As far as merchandising purely based on the movies goes, I think Marvel is walking a careful line there. At the end of the day kids don't actually play with toys much anymore, it happens, but it's increasingly uncommon. Things like Action Figures while once a huge business for children are increasingly aimed at adult collectors. This is why you see adults lining up at stores to buy them by the truckload and take them out to the con circuit, sometimes even camping in front of stores, and then once in a while you hear some parental complaint about "why can't I find X" when they actually go shopping for kids. 24 hours after the release of a popular figure the only place to find it might be for 10x retail on Ebay or by going to cons where you'll see similar prices. I believe guys like Todd Mcfarlane, who has done quite well with figures, have talked about the changing nature of that kind of business and who the actual audience is. Advertising of kids with figures being less directed at kids as nostalgia seeking adults remembering their own childhoods when such things were big.
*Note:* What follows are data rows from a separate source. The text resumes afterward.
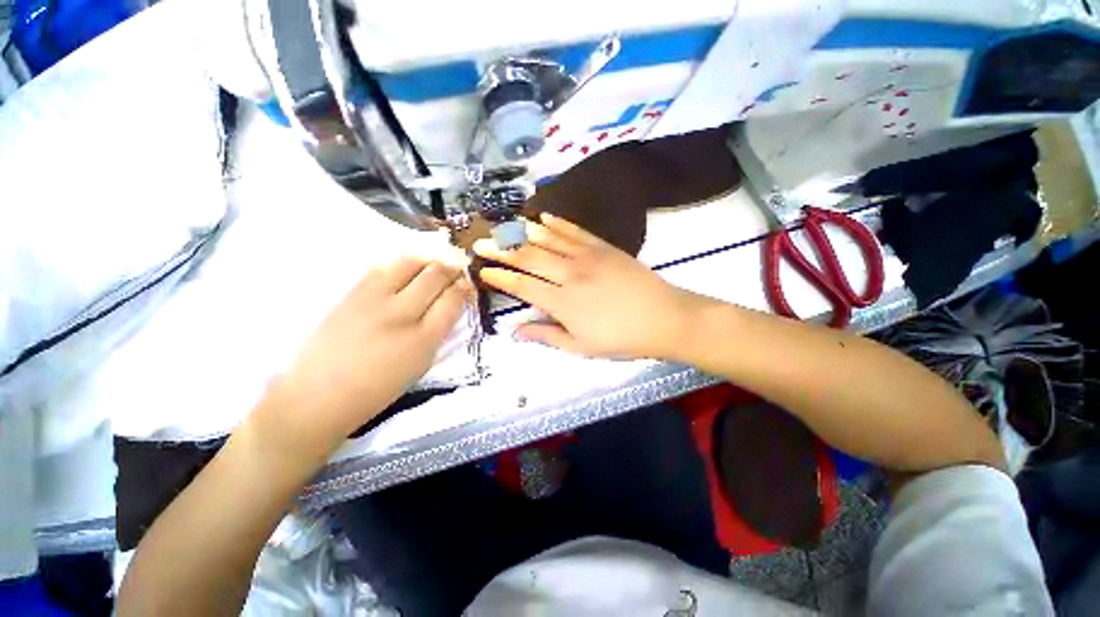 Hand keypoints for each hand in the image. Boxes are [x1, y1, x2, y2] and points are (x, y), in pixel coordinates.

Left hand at [255, 258, 467, 457]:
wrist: (318, 396)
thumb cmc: (377, 389)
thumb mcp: (420, 365)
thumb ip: (439, 331)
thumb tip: (451, 303)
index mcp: (423, 340)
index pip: (452, 300)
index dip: (464, 287)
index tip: (468, 283)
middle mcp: (400, 315)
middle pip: (434, 276)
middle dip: (451, 267)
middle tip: (457, 266)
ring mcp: (373, 301)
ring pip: (409, 263)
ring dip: (427, 259)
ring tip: (433, 263)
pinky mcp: (350, 294)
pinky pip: (382, 267)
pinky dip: (401, 262)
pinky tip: (407, 266)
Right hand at [473, 213, 708, 359]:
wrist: (664, 318)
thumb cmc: (621, 339)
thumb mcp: (581, 347)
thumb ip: (546, 336)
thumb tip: (515, 331)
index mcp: (562, 302)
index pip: (522, 286)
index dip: (500, 277)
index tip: (483, 270)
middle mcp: (569, 274)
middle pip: (529, 258)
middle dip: (501, 249)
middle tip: (481, 241)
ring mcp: (587, 257)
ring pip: (548, 240)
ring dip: (523, 232)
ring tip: (504, 226)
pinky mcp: (603, 247)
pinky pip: (575, 231)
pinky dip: (557, 223)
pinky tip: (543, 217) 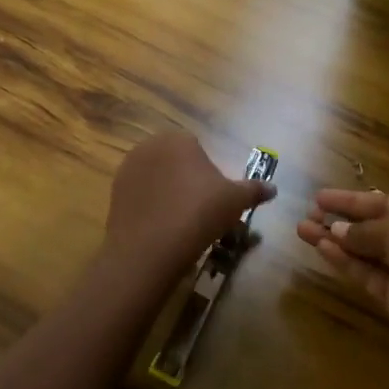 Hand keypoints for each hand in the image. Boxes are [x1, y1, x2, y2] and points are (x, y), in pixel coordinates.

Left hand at [104, 133, 275, 280]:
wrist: (150, 248)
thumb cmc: (199, 214)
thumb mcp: (235, 201)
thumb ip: (255, 190)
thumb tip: (274, 188)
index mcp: (179, 139)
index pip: (199, 151)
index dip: (209, 176)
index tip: (213, 201)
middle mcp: (150, 146)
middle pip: (176, 162)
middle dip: (187, 182)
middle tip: (199, 213)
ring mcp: (128, 168)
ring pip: (157, 178)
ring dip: (167, 193)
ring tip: (179, 223)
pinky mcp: (114, 191)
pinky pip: (140, 195)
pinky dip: (149, 207)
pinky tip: (159, 228)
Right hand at [297, 190, 388, 358]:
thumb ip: (365, 229)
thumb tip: (336, 230)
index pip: (385, 202)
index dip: (352, 200)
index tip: (321, 196)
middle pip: (372, 225)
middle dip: (340, 218)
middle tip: (309, 212)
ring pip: (364, 249)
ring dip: (335, 239)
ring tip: (302, 228)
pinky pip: (365, 272)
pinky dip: (343, 260)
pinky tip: (320, 247) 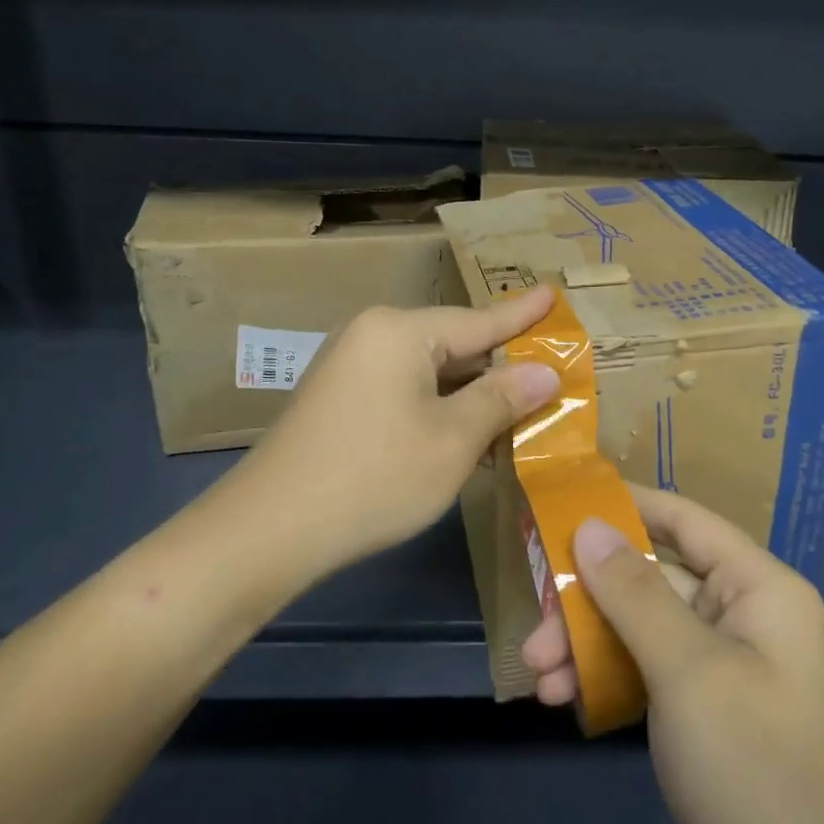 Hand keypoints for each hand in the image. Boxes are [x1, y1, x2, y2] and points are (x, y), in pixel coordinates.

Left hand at [237, 287, 560, 574]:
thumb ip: (502, 399)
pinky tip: (468, 432)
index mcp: (401, 331)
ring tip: (520, 406)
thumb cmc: (374, 477)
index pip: (479, 320)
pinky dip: (440, 409)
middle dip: (500, 366)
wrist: (270, 530)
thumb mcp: (453, 440)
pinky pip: (405, 391)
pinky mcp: (341, 399)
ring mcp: (352, 367)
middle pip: (454, 345)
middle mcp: (374, 335)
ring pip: (430, 372)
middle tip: (549, 369)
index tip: (553, 293)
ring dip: (472, 395)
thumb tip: (545, 372)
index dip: (522, 315)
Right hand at [522, 487, 823, 823]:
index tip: (564, 501)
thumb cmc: (752, 768)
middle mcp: (745, 614)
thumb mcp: (687, 671)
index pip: (685, 519)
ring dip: (588, 642)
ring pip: (643, 626)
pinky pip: (648, 668)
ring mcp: (725, 663)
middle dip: (590, 598)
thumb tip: (590, 525)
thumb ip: (634, 592)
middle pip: (654, 578)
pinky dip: (607, 676)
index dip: (626, 504)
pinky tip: (566, 698)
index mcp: (760, 588)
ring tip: (537, 674)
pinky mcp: (706, 708)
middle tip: (535, 624) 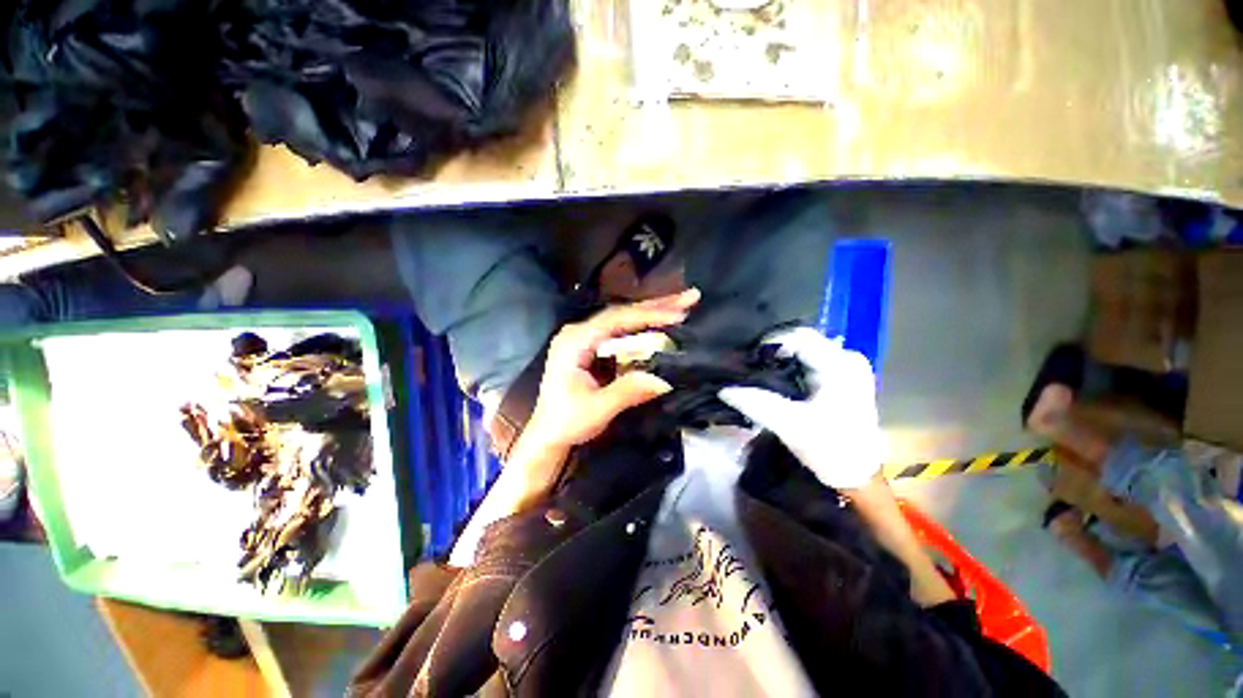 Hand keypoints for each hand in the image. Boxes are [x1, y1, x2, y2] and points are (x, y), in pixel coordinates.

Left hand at [524, 289, 700, 450]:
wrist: (549, 433)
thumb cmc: (566, 422)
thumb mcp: (597, 409)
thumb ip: (627, 392)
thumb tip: (664, 380)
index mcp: (575, 341)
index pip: (616, 319)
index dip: (648, 315)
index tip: (677, 314)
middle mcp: (580, 332)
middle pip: (622, 313)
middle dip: (657, 305)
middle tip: (689, 297)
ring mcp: (587, 338)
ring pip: (624, 320)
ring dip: (653, 313)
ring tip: (682, 306)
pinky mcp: (594, 348)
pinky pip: (622, 332)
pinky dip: (644, 328)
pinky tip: (663, 324)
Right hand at [718, 327, 882, 489]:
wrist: (859, 474)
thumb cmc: (831, 448)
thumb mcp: (791, 426)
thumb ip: (757, 404)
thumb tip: (725, 390)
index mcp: (840, 365)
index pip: (799, 337)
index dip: (770, 342)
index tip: (748, 358)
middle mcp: (847, 358)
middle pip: (802, 340)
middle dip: (774, 350)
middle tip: (750, 365)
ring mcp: (848, 367)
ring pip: (806, 349)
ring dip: (781, 358)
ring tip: (759, 372)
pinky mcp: (844, 377)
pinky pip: (812, 359)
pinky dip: (791, 365)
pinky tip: (776, 379) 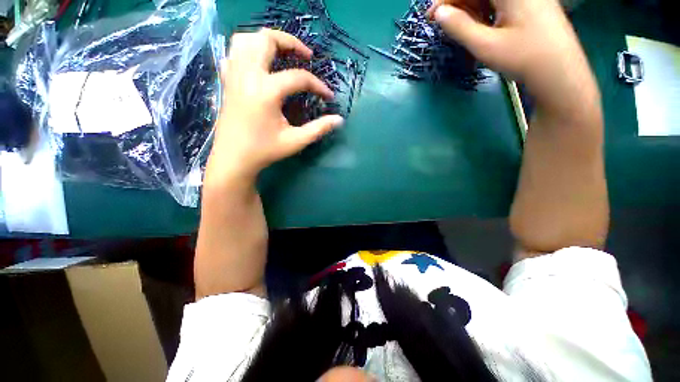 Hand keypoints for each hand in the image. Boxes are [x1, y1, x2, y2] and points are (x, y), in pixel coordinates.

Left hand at [207, 29, 343, 186]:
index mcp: (266, 92)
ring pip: (247, 39)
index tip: (328, 96)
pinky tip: (260, 63)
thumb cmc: (265, 151)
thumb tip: (339, 120)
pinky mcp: (227, 81)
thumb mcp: (295, 141)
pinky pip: (235, 52)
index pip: (299, 77)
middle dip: (291, 43)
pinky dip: (249, 49)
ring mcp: (234, 75)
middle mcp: (248, 76)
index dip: (318, 85)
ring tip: (283, 54)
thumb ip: (319, 129)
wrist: (233, 158)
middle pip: (267, 40)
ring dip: (268, 41)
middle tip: (306, 56)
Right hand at [427, 0, 584, 85]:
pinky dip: (485, 11)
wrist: (560, 72)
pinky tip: (480, 26)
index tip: (432, 16)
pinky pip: (501, 3)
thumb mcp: (485, 45)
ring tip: (461, 29)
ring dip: (471, 9)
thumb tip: (439, 14)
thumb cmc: (523, 58)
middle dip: (459, 3)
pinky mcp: (531, 5)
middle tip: (445, 23)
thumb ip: (459, 27) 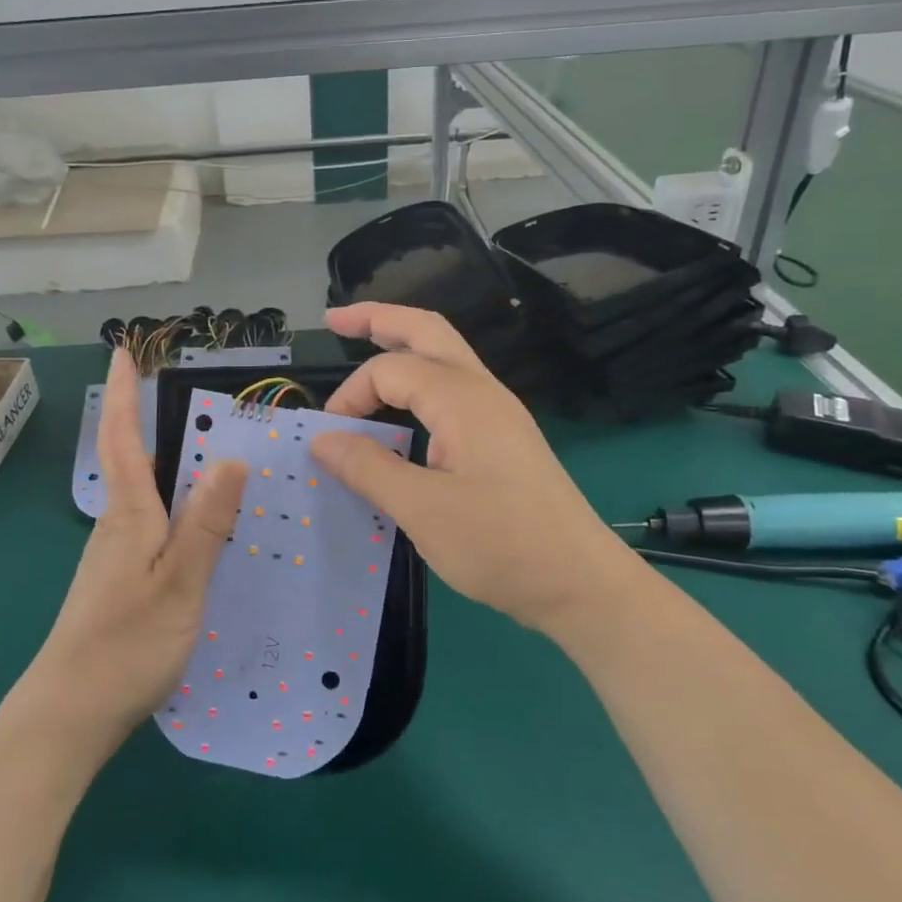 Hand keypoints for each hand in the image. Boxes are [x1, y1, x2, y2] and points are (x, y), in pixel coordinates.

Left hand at [27, 349, 246, 748]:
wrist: (68, 713)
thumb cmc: (126, 643)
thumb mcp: (180, 582)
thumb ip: (206, 524)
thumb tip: (230, 459)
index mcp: (129, 514)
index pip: (125, 439)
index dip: (126, 394)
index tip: (123, 352)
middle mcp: (116, 524)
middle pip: (131, 460)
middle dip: (146, 420)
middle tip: (181, 396)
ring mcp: (112, 554)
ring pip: (142, 494)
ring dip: (163, 464)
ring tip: (206, 454)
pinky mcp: (116, 581)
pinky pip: (148, 525)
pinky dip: (170, 506)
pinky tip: (196, 526)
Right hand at [310, 304, 623, 631]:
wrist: (580, 582)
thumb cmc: (500, 545)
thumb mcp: (422, 510)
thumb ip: (368, 468)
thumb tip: (321, 439)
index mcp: (461, 399)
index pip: (388, 370)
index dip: (350, 396)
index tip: (329, 439)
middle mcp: (481, 390)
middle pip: (425, 330)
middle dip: (378, 318)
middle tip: (334, 318)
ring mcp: (497, 411)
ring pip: (444, 353)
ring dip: (402, 344)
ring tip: (364, 343)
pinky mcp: (503, 435)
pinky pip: (453, 386)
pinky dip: (418, 379)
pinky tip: (403, 405) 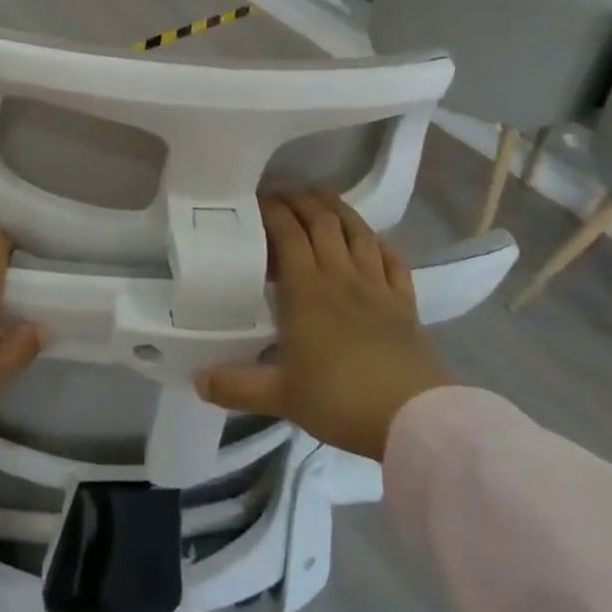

Marvel pretty much wants to keep to it's main universe despite side money makers, as huge as they might be it seems, and when it comes to video games it appears they feel their bubble burst there. A lot of their games haven't succeeded all that well, and the series that did such as "X-men Legends" and it's spiritual successor "Marvel: Ultimate Alliance" started out really strong but apparently "Ultimate Alliance 2" didn't go over as well as they wanted. Otherwise their roster of video games over the years have mostly ranged from "pathetic" to "mediocre". It's no surprise that given that in 20 years these movies likely won't be that big a thing any more, yet the IPs will be surviving even if not hitting thise heights, that they don't want to spend all kinds of money trying to make a good video game which has been a huge craps shoot for them, when if they do it right it might be two or three years down the road before it comes out and by that point who knows where the movies might be. The Marvel cinematic freight train charges on for the moment, but all it takes is a few failures to slow it, and everyone knows the bubble will indeed burst at some point, and the trick is to be done by the time that happens, not stuck with millions of dollars of products in development, and a huge back stock of toys aimed at children that children do not want since they have moved on to the hottest new thing. Limiting merchandizing aimed at a relatively safe market (no matter how it looks) is simply wise. *IF* Marvel does a new video game I expect it will not be based entirely on the Cinematic universe, but be more of a general thing, and closer to the comics, but perhaps involving costume options and such based on the movies, much like "Marvel Heroes Online". I personally have been waiting to see if they were going to risk an "Ultimate Alliance 3" assuming their contract with Gazillion doesn't prohibit such a thing.